Assemblyman-elect Sam Fiocchi (R-1) was the NJ GOP’s silver-lining, Save Jerseyans, on an Election Night 2013 devoid of any other down-ballot legislative successes.
I recently visited South Jersey’s newest legislator to get an idea of what he plans to do next:
Sheppard: Sam, let me ask you, right off the bat, how did it feel to win?
Fiocchi: Well, it certainly was a bittersweet victory. It’s great to win, you know this was my second try. I was hoping, actually, I was pretty confident, I thought my running mate Susan Adelizzi-Schmidt on the Senate side and Kristine Gabor on the Assembly side, that they were going to win as well, but it just didn’t work out that way. But I was certainly elated, it feels great, and I’m looking forward to the job in Trenton.

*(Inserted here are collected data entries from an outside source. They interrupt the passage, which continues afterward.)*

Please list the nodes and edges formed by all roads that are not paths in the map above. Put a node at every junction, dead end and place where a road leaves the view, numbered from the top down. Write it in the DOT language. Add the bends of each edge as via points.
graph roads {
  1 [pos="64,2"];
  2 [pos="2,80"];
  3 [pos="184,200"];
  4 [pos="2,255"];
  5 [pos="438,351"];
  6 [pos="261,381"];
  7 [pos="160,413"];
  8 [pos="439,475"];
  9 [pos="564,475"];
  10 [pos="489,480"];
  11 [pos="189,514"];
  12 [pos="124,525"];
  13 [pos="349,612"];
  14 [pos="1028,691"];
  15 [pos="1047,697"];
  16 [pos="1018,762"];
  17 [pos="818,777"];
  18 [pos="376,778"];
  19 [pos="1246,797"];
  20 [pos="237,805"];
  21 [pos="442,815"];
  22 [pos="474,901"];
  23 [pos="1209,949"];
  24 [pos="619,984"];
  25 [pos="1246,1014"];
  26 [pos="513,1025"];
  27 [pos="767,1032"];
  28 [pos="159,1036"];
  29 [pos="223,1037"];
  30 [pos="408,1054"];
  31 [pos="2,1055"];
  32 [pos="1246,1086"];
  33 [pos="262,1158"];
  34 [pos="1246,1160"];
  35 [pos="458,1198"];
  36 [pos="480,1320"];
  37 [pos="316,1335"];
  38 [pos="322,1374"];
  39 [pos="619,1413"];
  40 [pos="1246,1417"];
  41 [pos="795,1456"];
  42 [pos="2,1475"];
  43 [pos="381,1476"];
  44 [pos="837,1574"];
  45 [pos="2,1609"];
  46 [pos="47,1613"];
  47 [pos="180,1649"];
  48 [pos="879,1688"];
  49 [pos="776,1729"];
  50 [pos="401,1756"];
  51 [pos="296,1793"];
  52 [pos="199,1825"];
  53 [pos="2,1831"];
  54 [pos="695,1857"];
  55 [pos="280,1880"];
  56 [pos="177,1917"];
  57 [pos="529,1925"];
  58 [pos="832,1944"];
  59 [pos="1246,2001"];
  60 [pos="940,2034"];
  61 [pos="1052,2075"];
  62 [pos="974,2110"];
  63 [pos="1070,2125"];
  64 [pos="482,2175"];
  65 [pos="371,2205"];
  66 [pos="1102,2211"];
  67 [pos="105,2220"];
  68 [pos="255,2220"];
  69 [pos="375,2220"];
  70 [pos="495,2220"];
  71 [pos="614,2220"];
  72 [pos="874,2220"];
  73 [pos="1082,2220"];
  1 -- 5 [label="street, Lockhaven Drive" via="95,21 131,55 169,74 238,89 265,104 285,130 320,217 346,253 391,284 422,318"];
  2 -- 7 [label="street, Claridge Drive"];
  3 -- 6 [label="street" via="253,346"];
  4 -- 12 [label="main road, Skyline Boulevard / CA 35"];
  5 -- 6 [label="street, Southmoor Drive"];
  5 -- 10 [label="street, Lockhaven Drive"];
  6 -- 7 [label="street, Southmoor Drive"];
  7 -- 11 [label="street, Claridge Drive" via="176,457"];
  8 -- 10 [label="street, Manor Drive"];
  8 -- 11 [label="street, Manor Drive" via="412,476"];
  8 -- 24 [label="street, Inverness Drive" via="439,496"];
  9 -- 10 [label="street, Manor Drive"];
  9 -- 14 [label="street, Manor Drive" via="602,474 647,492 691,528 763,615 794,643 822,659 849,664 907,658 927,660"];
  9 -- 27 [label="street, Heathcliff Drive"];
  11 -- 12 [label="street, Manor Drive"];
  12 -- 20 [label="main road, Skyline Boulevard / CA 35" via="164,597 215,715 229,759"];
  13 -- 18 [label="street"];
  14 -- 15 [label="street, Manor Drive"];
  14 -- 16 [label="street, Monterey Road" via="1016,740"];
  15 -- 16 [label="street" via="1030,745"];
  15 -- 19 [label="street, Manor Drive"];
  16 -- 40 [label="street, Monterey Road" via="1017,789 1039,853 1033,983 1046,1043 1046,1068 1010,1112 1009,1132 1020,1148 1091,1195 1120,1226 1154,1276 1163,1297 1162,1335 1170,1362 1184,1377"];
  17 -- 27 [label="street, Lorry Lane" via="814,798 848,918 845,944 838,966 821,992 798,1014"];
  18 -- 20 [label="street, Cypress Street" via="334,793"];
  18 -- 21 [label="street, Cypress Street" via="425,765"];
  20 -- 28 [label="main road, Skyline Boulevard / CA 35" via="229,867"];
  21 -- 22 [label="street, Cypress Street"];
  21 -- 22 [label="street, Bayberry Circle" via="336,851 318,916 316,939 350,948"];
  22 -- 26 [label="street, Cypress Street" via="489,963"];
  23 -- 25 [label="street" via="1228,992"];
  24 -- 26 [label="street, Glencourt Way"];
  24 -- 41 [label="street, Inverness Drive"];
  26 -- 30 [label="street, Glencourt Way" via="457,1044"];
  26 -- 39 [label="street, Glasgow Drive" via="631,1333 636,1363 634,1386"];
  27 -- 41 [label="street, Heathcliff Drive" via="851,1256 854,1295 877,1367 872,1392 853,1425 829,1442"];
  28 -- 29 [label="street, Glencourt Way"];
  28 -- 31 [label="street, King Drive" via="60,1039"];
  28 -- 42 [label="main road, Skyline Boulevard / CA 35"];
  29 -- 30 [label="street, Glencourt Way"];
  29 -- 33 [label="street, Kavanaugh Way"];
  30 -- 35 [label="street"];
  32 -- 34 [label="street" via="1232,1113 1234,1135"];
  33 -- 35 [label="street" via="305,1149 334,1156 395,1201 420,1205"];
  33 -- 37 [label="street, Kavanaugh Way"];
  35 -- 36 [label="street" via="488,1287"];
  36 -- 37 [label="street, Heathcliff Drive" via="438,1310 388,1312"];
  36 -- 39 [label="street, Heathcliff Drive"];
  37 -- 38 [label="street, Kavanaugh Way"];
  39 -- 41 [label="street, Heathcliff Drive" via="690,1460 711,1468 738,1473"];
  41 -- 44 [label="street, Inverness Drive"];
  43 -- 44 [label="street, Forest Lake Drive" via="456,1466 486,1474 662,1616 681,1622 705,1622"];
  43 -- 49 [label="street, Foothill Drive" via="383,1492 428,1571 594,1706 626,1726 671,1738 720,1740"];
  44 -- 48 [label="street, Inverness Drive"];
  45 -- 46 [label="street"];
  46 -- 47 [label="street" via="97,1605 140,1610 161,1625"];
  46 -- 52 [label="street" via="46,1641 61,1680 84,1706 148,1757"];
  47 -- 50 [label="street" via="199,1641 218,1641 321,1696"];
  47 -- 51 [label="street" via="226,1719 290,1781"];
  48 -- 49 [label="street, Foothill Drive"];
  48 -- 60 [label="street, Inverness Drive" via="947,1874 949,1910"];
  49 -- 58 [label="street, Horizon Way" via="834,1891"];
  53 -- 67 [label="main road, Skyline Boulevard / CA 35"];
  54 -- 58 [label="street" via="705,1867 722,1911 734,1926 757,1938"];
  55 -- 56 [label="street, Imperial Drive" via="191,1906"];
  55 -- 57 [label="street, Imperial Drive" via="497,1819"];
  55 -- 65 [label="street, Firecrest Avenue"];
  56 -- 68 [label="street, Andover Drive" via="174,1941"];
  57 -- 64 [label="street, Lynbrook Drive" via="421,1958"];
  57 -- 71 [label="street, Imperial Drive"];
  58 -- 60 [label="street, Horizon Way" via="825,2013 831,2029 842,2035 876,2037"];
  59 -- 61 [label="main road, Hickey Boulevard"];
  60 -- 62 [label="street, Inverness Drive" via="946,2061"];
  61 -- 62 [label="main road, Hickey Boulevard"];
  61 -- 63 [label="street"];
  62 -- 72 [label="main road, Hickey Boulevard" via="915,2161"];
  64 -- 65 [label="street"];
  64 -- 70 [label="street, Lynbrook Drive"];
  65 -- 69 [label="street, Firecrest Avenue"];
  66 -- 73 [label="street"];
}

Sheppard: You hit the ground running, you promised during the campaign you would, you’ve already met with Republican Assembly leader Jon Bramnick and members of your caucus. How did that meeting go, what’s it look like you’ll be doing come January?
Fiocchi: We said we would hit the ground running and we did, it wasn’t November 6th, it was actually November 7th. I was called up to Trenton to do my first vote, I voted on the leader of the of our caucus, which ended up being Jon Bramnick. I actually can co-sponsor bills already. We went over a list of 11 bills that they had and I said before I commit I really need to research them, so that’s what I’m doing. So I’m already in it, I’m already in the mix. And it feels great. They’re great people, they really want to work together.
Sheppard: I don’t know the particulars about when your Freeholder term ends and your Assembly term begins, is there any overlap there or is that going to be a seamless transition?
Fiocchi: That’ll be seamless. I’ll be done [the Freeholder term] in December and then in January I’ll be sworn in [to the Assembly term].
Sheppard: You got this win despite that fact that, at least on the Democratic side, they poured more money into this race than any other race, and you still managed to get a victory. Does this give you hope for 2015 when this $3 million for the Democrats won’t be there?
Fiocchi: Yeah, I think so. Well, you never know if the money is going to be there or not. They outspent us by 6-to-1, it was a ridiculous amount of money that they spent on this race, and they lost one seat. I think it’s a step in the right direction. And I think it does, in 2015 there’s no Senate race, it’s just going to be head up Assembly, we’re actually going to be on the top of the ticket, there’s no other races that year, there’s nothing. So I have a feeling that we have a good chance, but we’ll see how much money they spend on that race, too, you just don’t know until the time comes.
Sheppard: I noticed that District 1 had the highest turnout in the state, everyone was shocked that statewide we had record low turnout, and yet we still had a really good turnout. Do you think that is something that can be carried forward into 2015?
Fiocchi: I think so. I think part of that [the turnout] had to do with our campaign, was that I think people were energized. I think there was a little higher turnout in Cape MayCounty than Cumberland. But I think it was [the campaign], I think people were energized. They saw a really strong ticket and good candidates so I think it gave them real hope to go out and vote. Of course you had a really popular governor on top of the ticket, that didn’t hurt.
Sheppard: Let’s talk about the 8 point plan. I know that you and your running mates really wanted to start to implement this. With just you picking up a seat, are there any aspects of the plan you’ll think be able to implement, because obviously with the two other people representing this district, you’ll be one man working in it alone?
Fiocchi: We’ll push it forward. When I met with people in Trenton, they were asking about it, in fact they were aware of the 8 point plan. They said ‘Listen, we know you have your 8 point plan, where do you want to begin?’ I said ‘Well, number one, what’s always been the key is employment. We need to get business here to create employment.’ So that’s probably what it is, you start at the top of the plan. Some of it, some of the plan, like the red tape review, I believe has already been partially implemented, so that needs to continue to be implemented. So they [Trenton Republicans] are certainly aware of it and they are there to help support move it along. And that’s the strength, really, of your Republican Assembly caucus, so you have people there who will help you move this stuff forward. And they are certainly willing to help.